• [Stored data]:
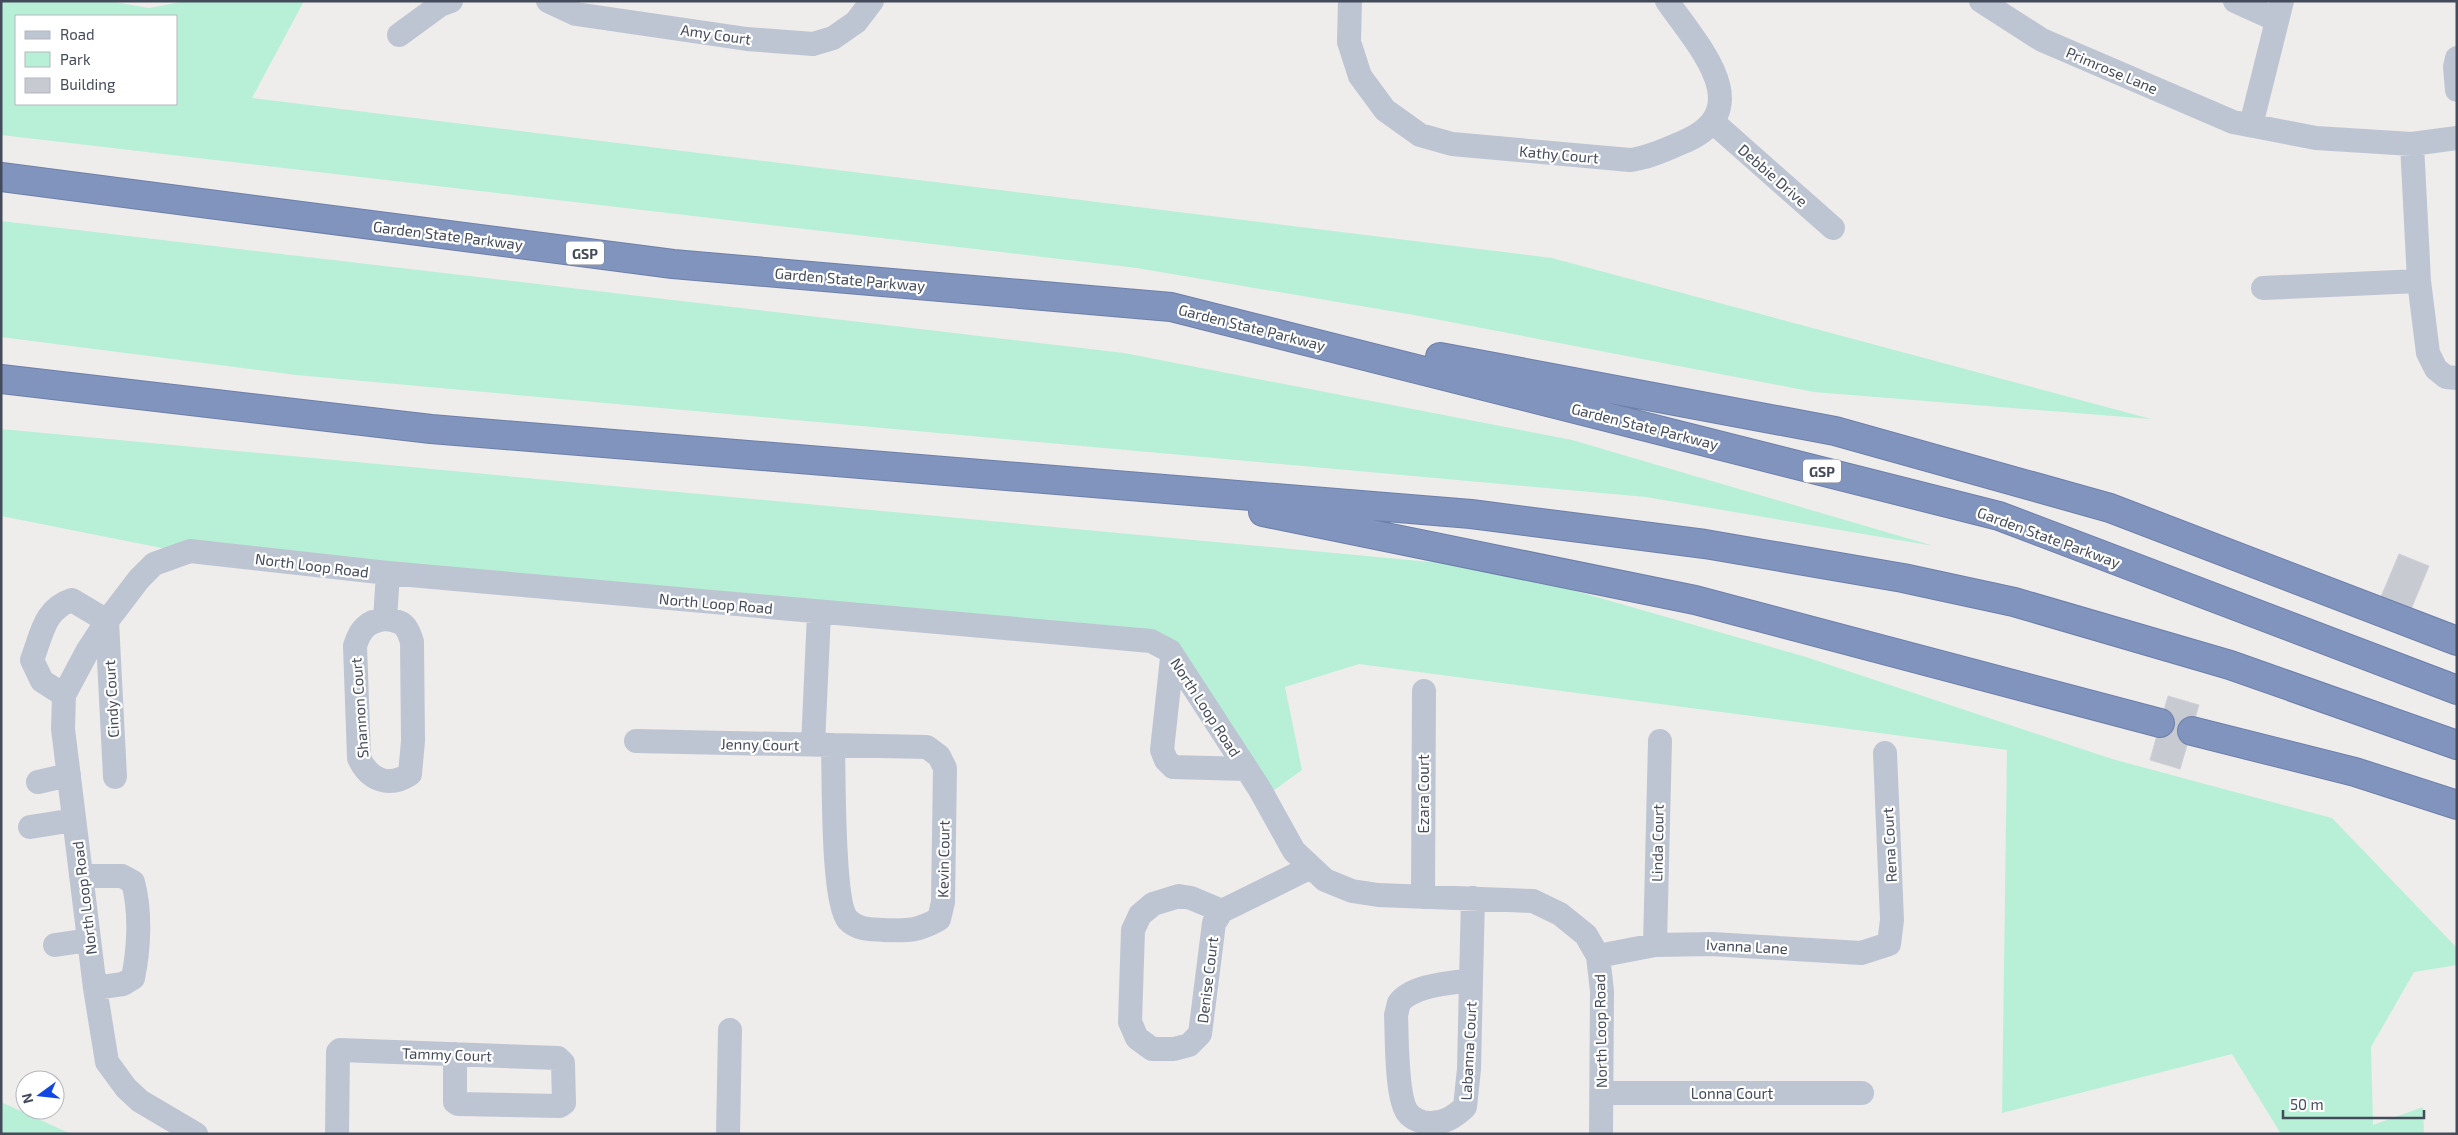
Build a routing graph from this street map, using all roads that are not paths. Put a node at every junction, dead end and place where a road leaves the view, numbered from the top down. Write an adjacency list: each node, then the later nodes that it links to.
1 (450, 1): 9 (street)
2 (548, 1): 3 (street, Amy Court)
3 (872, 1)
4 (1350, 1): 12 (street, Kathy Court)
5 (1667, 1): 12 (street)
6 (1981, 1): 13 (street, Primrose Lane)
7 (2235, 1): 8 (street)
8 (2280, 10): 13 (street)
9 (398, 35)
10 (2457, 58): 11 (street)
11 (2457, 90)
12 (1713, 122): 17 (street, Debbie Drive)
13 (2251, 126): 15 (street, Primrose Lane)
14 (2457, 138): 15 (street, Primrose Lane)
15 (2412, 144): 18 (street)
16 (1, 177): 20 (highway, Garden State Parkway / GSP)
17 (1833, 228)
18 (2418, 281): 19 (street); 21 (street)
19 (2263, 288)
20 (1170, 307): 28 (highway); 30 (highway, Garden State Parkway / GSP)
21 (2457, 378)
22 (1, 379): 23 (highway)
23 (1147, 488): 33 (highway); 38 (highway)
24 (388, 574): 25 (street, North Loop Road); 26 (street); 27 (street, North Loop Road)
25 (819, 612): 29 (street, North Loop Road); 37 (street, Jenny Court)
26 (385, 619): 26 (street, Shannon Court)
27 (108, 621): 32 (street, North Loop Road); 32 (street); 42 (street, Cindy Court)
28 (2457, 642)
29 (1170, 651): 40 (street, North Loop Road); 40 (street)
30 (2457, 690)
31 (1424, 691): 49 (street, Ezara Court)
32 (64, 695): 41 (street, North Loop Road)
33 (2160, 723)
34 (2192, 731): 44 (highway)
35 (636, 741): 37 (street, Jenny Court)
36 (1660, 741): 55 (street, Linda Court)
37 (823, 745): 37 (street, Kevin Court)
38 (2457, 745)
39 (1885, 753): 52 (street, Rena Court)
40 (1246, 769): 47 (street, North Loop Road)
41 (69, 775): 43 (street); 45 (street, North Loop Road)
42 (115, 777)
43 (38, 782)
44 (2457, 805)
45 (74, 820): 46 (street); 48 (street, North Loop Road)
46 (30, 827)
47 (1311, 867): 49 (street, North Loop Road); 51 (street)
48 (81, 876): 53 (street, North Loop Road); 58 (street)
49 (1422, 896): 50 (street, North Loop Road)
50 (1473, 898): 56 (street, North Loop Road); 57 (street, Labanna Court)
51 (1222, 911): 51 (street, Denise Court)
52 (1890, 936): 55 (street, Ivanna Lane)
53 (89, 940): 54 (street); 58 (street, North Loop Road)
54 (55, 945)
55 (1655, 945): 56 (street, Ivanna Lane)
56 (1598, 956): 61 (street, North Loop Road)
57 (1471, 980): 57 (street, Labanna Court)
58 (95, 988): 63 (street, North Loop Road)
59 (730, 1030): 65 (street)
60 (454, 1054): 60 (street, Tammy Court); 64 (street, Tammy Court)
61 (1602, 1093): 62 (street, Lonna Court); 66 (street, North Loop Road)
62 (1862, 1093)
63 (196, 1134)
64 (337, 1134)
65 (728, 1134)
66 (1601, 1134)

• [Work instruction]:
Wherever the string "highway" occurs in the records, copy the line it is in.

• [Reply to the task]:
16 (1, 177): 20 (highway, Garden State Parkway / GSP)
20 (1170, 307): 28 (highway); 30 (highway, Garden State Parkway / GSP)
22 (1, 379): 23 (highway)
23 (1147, 488): 33 (highway); 38 (highway)
34 (2192, 731): 44 (highway)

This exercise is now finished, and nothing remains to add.